According to the WSJ in an article this morning entitled “Balanced Funds Tilt Toward Stocks, While Investors Want to Scale Back”:
“Among fund managers with the flexibility to invest in a mix of stocks, bonds and other assets, the trend has been stocks, stocks and more stocks. According to the latest data available from fund researcher Morningstar Inc., stocks represented 55% of the average allocation fund at the end of August, up almost five percentage points from the start of the year and up from 41% at the end of 2009.”

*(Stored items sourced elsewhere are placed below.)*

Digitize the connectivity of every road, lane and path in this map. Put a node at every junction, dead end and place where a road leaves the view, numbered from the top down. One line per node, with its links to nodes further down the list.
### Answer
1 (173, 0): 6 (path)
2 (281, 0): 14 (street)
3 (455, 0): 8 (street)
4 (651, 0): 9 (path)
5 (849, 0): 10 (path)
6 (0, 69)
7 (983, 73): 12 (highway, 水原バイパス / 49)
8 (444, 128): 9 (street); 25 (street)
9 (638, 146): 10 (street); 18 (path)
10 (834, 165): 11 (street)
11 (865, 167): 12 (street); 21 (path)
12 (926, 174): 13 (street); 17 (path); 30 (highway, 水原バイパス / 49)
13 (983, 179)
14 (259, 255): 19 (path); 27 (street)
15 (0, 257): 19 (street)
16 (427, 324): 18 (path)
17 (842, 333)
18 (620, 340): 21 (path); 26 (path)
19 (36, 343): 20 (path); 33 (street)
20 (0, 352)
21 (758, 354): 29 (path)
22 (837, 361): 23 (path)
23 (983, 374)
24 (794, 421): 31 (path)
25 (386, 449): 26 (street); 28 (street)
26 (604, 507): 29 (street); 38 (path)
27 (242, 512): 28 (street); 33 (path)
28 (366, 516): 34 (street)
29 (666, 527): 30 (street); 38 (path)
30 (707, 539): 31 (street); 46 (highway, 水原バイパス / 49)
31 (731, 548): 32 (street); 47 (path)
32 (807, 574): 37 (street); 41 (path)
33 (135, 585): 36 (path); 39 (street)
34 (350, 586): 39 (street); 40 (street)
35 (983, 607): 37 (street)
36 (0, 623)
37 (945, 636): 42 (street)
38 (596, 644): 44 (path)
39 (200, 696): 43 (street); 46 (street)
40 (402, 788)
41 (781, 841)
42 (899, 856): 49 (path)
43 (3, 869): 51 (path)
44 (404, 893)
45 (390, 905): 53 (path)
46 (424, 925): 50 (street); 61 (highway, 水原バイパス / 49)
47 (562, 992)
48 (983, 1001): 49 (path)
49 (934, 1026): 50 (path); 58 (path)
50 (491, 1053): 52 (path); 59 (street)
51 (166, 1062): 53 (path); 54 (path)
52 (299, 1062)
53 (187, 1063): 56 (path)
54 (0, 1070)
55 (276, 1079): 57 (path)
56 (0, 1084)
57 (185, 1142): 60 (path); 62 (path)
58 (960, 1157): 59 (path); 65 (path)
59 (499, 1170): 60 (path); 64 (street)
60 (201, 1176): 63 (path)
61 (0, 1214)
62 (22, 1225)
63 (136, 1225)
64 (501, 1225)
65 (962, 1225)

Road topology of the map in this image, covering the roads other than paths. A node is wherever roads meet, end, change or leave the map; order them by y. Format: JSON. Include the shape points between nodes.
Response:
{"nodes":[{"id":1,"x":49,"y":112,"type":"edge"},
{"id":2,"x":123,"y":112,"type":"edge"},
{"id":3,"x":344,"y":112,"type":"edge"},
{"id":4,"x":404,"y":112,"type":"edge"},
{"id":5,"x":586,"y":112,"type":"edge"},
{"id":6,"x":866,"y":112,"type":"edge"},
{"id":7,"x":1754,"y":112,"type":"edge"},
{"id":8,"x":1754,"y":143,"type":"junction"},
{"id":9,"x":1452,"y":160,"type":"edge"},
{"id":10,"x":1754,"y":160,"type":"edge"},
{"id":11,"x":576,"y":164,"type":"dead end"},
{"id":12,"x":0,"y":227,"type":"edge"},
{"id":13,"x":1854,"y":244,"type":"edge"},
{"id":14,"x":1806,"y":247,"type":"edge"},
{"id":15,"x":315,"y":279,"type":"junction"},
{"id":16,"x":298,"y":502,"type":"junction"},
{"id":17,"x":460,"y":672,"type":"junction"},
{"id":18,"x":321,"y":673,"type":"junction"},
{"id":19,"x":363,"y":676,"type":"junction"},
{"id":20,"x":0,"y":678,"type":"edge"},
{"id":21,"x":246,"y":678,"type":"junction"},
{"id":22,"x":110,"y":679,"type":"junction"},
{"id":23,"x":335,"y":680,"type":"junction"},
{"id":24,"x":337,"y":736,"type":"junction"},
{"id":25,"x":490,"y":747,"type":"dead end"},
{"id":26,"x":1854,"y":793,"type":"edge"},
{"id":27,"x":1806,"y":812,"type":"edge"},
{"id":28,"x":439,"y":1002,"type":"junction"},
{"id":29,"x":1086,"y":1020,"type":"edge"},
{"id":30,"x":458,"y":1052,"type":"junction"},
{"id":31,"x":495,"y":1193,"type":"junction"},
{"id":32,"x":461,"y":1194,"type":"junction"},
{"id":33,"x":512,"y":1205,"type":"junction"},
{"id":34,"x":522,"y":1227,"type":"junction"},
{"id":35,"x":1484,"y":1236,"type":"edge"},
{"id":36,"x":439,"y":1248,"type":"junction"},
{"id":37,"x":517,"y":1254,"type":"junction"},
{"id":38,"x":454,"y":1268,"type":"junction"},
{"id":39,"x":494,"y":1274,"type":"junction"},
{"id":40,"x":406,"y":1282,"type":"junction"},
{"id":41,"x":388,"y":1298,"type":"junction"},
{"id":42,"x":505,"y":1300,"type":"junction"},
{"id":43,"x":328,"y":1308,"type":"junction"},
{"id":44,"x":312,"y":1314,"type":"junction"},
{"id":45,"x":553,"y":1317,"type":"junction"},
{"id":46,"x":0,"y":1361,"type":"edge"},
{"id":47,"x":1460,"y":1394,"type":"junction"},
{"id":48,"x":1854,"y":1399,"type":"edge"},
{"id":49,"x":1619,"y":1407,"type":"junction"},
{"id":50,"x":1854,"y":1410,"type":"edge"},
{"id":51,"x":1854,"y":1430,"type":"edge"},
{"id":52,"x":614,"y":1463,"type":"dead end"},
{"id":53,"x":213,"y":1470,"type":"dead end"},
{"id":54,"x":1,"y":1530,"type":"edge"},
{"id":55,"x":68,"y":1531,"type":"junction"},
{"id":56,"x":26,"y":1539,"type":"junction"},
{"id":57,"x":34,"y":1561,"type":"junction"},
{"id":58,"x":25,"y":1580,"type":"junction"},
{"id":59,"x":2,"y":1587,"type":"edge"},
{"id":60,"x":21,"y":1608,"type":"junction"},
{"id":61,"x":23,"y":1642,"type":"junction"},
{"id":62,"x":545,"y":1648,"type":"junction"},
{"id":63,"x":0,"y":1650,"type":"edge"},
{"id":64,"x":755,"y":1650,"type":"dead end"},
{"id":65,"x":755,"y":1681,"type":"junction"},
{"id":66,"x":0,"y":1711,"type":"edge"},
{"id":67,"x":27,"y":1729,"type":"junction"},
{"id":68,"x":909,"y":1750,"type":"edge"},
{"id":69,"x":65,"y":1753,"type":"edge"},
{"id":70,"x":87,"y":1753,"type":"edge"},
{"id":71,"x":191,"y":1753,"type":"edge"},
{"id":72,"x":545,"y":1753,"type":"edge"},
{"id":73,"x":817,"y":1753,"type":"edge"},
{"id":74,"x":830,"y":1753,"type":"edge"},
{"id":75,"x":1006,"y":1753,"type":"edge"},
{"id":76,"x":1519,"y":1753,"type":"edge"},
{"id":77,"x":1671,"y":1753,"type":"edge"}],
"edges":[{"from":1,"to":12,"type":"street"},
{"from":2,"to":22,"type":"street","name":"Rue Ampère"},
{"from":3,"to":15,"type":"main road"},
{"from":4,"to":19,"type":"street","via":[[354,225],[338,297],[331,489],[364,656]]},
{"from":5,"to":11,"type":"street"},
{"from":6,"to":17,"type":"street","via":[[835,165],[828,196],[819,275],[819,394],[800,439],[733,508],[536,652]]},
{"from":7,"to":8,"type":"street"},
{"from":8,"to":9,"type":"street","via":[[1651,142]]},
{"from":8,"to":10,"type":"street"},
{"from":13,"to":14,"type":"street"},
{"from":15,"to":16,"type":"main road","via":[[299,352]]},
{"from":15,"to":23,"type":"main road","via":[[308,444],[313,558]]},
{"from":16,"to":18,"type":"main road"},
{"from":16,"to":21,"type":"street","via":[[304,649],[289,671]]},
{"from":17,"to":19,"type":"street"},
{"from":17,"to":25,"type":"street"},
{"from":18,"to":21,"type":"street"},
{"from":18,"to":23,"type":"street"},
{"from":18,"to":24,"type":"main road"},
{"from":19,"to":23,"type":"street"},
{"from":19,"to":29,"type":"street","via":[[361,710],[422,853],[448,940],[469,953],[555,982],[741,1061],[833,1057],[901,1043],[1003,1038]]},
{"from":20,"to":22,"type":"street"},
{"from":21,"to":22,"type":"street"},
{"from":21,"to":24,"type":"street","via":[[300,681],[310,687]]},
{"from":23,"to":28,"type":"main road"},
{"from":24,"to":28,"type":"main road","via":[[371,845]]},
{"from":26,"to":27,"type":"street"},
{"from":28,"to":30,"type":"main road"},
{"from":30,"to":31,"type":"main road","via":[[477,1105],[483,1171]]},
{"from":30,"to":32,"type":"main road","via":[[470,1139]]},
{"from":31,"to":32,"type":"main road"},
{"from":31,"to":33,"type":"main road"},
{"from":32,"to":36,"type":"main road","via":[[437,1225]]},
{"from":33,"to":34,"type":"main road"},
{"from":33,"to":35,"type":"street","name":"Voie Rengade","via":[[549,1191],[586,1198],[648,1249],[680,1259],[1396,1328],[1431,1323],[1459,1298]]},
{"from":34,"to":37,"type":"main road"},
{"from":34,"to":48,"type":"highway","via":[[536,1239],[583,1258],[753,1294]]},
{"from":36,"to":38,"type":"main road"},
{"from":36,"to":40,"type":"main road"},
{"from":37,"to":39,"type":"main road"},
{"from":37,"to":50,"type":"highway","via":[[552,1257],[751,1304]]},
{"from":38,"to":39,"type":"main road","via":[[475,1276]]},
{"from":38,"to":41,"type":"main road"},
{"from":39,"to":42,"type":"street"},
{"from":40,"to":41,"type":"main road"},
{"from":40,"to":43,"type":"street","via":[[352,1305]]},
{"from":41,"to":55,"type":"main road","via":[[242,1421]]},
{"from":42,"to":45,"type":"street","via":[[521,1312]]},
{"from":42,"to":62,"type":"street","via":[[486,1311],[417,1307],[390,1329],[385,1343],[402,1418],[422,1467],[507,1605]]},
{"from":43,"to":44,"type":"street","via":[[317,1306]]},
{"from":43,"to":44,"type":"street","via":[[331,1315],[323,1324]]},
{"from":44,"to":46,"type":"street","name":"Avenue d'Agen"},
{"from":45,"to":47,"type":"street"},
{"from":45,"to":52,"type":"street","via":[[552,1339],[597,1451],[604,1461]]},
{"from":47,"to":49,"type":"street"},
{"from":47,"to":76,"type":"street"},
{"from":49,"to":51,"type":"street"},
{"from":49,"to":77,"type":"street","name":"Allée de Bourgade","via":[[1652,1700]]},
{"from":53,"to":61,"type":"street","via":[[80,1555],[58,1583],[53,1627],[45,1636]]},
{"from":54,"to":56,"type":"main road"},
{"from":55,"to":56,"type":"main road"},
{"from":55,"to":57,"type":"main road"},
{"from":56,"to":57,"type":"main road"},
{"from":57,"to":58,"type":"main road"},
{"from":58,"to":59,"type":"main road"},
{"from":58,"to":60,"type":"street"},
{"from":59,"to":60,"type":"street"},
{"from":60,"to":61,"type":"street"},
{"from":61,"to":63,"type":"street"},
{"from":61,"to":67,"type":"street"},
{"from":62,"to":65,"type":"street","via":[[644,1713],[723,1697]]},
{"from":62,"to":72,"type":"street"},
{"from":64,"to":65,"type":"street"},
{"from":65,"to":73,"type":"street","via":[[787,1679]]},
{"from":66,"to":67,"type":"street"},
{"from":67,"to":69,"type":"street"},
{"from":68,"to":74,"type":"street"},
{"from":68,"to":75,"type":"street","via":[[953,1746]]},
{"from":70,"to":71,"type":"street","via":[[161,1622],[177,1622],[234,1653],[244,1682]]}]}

“The division between investors’ actions and those of the managers who run their money is only more pronounced in the international arena. Among funds that invest in a mix of global stocks and bonds, stocks made up 58% of portfolios at the end of last month, up from 37% at the end of 2009, according to the Morningstar figures.”
“Some funds have made even more significant shifts: The $75 billion American Funds Capital Income Builder’s stock allocation has risen to 73% from 64% at the end of 2009, the $10.8 billion T. Rowe Price Capital Appreciation Fund’s stake is up to 72% from 65%, and the $1.1 billion Templeton Global Balanced Fund’s stock portion is at 63%, up from 46%.”
You would think that with the trend of the market going down funds that have flexibility would be moving out of stocks and getting less risky. It seems that the opposite is true. There are times in the market where it pays to take more risk (2003, 2009) and then there are times like now when it doesn’t.